▶ _Task to carry out_:
Quote each record exactly, please, leaving none out.

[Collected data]
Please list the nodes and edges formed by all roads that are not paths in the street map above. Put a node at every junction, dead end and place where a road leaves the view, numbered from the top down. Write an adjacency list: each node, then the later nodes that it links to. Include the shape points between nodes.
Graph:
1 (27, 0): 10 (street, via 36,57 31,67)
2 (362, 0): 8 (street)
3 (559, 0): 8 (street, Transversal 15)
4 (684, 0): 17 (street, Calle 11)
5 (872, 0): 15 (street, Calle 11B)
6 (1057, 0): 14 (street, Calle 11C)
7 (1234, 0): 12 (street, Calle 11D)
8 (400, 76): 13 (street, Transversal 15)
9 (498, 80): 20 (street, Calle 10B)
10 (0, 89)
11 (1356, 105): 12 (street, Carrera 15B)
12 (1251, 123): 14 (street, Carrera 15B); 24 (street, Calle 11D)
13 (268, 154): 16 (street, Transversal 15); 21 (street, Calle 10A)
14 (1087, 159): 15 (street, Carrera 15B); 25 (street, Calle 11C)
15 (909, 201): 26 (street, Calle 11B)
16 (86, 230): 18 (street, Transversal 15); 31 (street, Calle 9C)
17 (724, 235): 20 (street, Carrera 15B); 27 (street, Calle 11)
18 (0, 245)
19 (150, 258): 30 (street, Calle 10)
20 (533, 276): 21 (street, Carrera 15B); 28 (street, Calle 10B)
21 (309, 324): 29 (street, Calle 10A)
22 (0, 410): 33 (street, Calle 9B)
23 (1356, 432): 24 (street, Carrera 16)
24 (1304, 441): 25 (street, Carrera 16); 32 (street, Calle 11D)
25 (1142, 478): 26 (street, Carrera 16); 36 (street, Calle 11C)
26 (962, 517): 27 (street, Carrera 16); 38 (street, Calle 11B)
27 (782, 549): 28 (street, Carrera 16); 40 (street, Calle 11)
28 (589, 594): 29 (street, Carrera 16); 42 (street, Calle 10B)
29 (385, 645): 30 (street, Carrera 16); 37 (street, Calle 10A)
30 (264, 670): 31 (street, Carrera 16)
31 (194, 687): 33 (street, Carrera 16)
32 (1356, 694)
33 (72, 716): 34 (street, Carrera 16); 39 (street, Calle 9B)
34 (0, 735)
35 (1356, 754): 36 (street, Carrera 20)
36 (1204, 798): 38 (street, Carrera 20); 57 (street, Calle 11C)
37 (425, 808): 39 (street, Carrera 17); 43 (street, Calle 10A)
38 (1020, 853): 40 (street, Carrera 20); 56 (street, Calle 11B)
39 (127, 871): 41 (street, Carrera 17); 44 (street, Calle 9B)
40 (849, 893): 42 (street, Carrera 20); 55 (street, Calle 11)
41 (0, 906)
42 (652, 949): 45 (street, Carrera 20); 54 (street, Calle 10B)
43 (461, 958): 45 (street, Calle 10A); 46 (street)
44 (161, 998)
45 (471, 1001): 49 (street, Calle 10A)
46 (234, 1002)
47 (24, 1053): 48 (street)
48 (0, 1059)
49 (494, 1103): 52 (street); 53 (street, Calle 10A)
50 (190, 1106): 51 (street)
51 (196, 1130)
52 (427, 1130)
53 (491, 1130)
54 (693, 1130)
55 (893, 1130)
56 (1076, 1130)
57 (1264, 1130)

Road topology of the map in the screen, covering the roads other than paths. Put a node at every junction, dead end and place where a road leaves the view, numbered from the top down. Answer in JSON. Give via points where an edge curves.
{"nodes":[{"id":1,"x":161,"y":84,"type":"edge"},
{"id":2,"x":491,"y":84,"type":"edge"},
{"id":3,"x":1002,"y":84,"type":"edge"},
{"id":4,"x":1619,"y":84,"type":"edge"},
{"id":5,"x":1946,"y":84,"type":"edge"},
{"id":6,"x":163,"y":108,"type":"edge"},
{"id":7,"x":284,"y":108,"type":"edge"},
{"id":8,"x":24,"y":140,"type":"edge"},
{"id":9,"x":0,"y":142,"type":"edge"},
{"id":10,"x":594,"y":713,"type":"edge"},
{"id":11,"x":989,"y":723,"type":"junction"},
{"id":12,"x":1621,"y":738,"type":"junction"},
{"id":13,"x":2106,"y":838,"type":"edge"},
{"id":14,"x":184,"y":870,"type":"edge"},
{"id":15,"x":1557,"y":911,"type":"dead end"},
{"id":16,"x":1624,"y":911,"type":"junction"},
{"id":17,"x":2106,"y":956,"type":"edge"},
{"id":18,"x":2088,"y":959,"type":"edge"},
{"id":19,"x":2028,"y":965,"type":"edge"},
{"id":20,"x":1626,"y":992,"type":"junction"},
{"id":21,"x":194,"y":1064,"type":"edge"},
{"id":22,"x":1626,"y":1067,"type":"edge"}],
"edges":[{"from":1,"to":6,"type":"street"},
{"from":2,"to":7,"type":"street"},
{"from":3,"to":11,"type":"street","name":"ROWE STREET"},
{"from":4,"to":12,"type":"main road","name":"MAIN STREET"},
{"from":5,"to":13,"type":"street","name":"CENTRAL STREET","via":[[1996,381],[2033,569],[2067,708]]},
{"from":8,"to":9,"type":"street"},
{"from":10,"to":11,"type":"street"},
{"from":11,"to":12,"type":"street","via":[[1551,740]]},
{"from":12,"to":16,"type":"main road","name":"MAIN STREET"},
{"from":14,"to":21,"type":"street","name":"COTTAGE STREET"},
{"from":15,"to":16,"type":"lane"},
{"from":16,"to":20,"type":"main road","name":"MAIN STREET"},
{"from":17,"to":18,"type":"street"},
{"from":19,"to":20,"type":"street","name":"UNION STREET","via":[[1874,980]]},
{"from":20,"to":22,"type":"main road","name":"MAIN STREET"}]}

▶ _Answer space_:
Please list the nodes and edges formed by all roads that are not paths in the street map above. Put a node at every junction, dead end and place where a road leaves the view, numbered from the top down. Write an adjacency list: each node, then the later nodes that it links to. Include the shape points between nodes.
Graph:
1 (27, 0): 10 (street, via 36,57 31,67)
2 (362, 0): 8 (street)
3 (559, 0): 8 (street, Transversal 15)
4 (684, 0): 17 (street, Calle 11)
5 (872, 0): 15 (street, Calle 11B)
6 (1057, 0): 14 (street, Calle 11C)
7 (1234, 0): 12 (street, Calle 11D)
8 (400, 76): 13 (street, Transversal 15)
9 (498, 80): 20 (street, Calle 10B)
10 (0, 89)
11 (1356, 105): 12 (street, Carrera 15B)
12 (1251, 123): 14 (street, Carrera 15B); 24 (street, Calle 11D)
13 (268, 154): 16 (street, Transversal 15); 21 (street, Calle 10A)
14 (1087, 159): 15 (street, Carrera 15B); 25 (street, Calle 11C)
15 (909, 201): 26 (street, Calle 11B)
16 (86, 230): 18 (street, Transversal 15); 31 (street, Calle 9C)
17 (724, 235): 20 (street, Carrera 15B); 27 (street, Calle 11)
18 (0, 245)
19 (150, 258): 30 (street, Calle 10)
20 (533, 276): 21 (street, Carrera 15B); 28 (street, Calle 10B)
21 (309, 324): 29 (street, Calle 10A)
22 (0, 410): 33 (street, Calle 9B)
23 (1356, 432): 24 (street, Carrera 16)
24 (1304, 441): 25 (street, Carrera 16); 32 (street, Calle 11D)
25 (1142, 478): 26 (street, Carrera 16); 36 (street, Calle 11C)
26 (962, 517): 27 (street, Carrera 16); 38 (street, Calle 11B)
27 (782, 549): 28 (street, Carrera 16); 40 (street, Calle 11)
28 (589, 594): 29 (street, Carrera 16); 42 (street, Calle 10B)
29 (385, 645): 30 (street, Carrera 16); 37 (street, Calle 10A)
30 (264, 670): 31 (street, Carrera 16)
31 (194, 687): 33 (street, Carrera 16)
32 (1356, 694)
33 (72, 716): 34 (street, Carrera 16); 39 (street, Calle 9B)
34 (0, 735)
35 (1356, 754): 36 (street, Carrera 20)
36 (1204, 798): 38 (street, Carrera 20); 57 (street, Calle 11C)
37 (425, 808): 39 (street, Carrera 17); 43 (street, Calle 10A)
38 (1020, 853): 40 (street, Carrera 20); 56 (street, Calle 11B)
39 (127, 871): 41 (street, Carrera 17); 44 (street, Calle 9B)
40 (849, 893): 42 (street, Carrera 20); 55 (street, Calle 11)
41 (0, 906)
42 (652, 949): 45 (street, Carrera 20); 54 (street, Calle 10B)
43 (461, 958): 45 (street, Calle 10A); 46 (street)
44 (161, 998)
45 (471, 1001): 49 (street, Calle 10A)
46 (234, 1002)
47 (24, 1053): 48 (street)
48 (0, 1059)
49 (494, 1103): 52 (street); 53 (street, Calle 10A)
50 (190, 1106): 51 (street)
51 (196, 1130)
52 (427, 1130)
53 (491, 1130)
54 (693, 1130)
55 (893, 1130)
56 (1076, 1130)
57 (1264, 1130)

Road topology of the map in the screen, covering the roads other than paths. Put a node at every junction, dead end and place where a road leaves the view, numbered from the top down. Answer in JSON. Give via points where an edge curves.
{"nodes":[{"id":1,"x":161,"y":84,"type":"edge"},
{"id":2,"x":491,"y":84,"type":"edge"},
{"id":3,"x":1002,"y":84,"type":"edge"},
{"id":4,"x":1619,"y":84,"type":"edge"},
{"id":5,"x":1946,"y":84,"type":"edge"},
{"id":6,"x":163,"y":108,"type":"edge"},
{"id":7,"x":284,"y":108,"type":"edge"},
{"id":8,"x":24,"y":140,"type":"edge"},
{"id":9,"x":0,"y":142,"type":"edge"},
{"id":10,"x":594,"y":713,"type":"edge"},
{"id":11,"x":989,"y":723,"type":"junction"},
{"id":12,"x":1621,"y":738,"type":"junction"},
{"id":13,"x":2106,"y":838,"type":"edge"},
{"id":14,"x":184,"y":870,"type":"edge"},
{"id":15,"x":1557,"y":911,"type":"dead end"},
{"id":16,"x":1624,"y":911,"type":"junction"},
{"id":17,"x":2106,"y":956,"type":"edge"},
{"id":18,"x":2088,"y":959,"type":"edge"},
{"id":19,"x":2028,"y":965,"type":"edge"},
{"id":20,"x":1626,"y":992,"type":"junction"},
{"id":21,"x":194,"y":1064,"type":"edge"},
{"id":22,"x":1626,"y":1067,"type":"edge"}],
"edges":[{"from":1,"to":6,"type":"street"},
{"from":2,"to":7,"type":"street"},
{"from":3,"to":11,"type":"street","name":"ROWE STREET"},
{"from":4,"to":12,"type":"main road","name":"MAIN STREET"},
{"from":5,"to":13,"type":"street","name":"CENTRAL STREET","via":[[1996,381],[2033,569],[2067,708]]},
{"from":8,"to":9,"type":"street"},
{"from":10,"to":11,"type":"street"},
{"from":11,"to":12,"type":"street","via":[[1551,740]]},
{"from":12,"to":16,"type":"main road","name":"MAIN STREET"},
{"from":14,"to":21,"type":"street","name":"COTTAGE STREET"},
{"from":15,"to":16,"type":"lane"},
{"from":16,"to":20,"type":"main road","name":"MAIN STREET"},
{"from":17,"to":18,"type":"street"},
{"from":19,"to":20,"type":"street","name":"UNION STREET","via":[[1874,980]]},
{"from":20,"to":22,"type":"main road","name":"MAIN STREET"}]}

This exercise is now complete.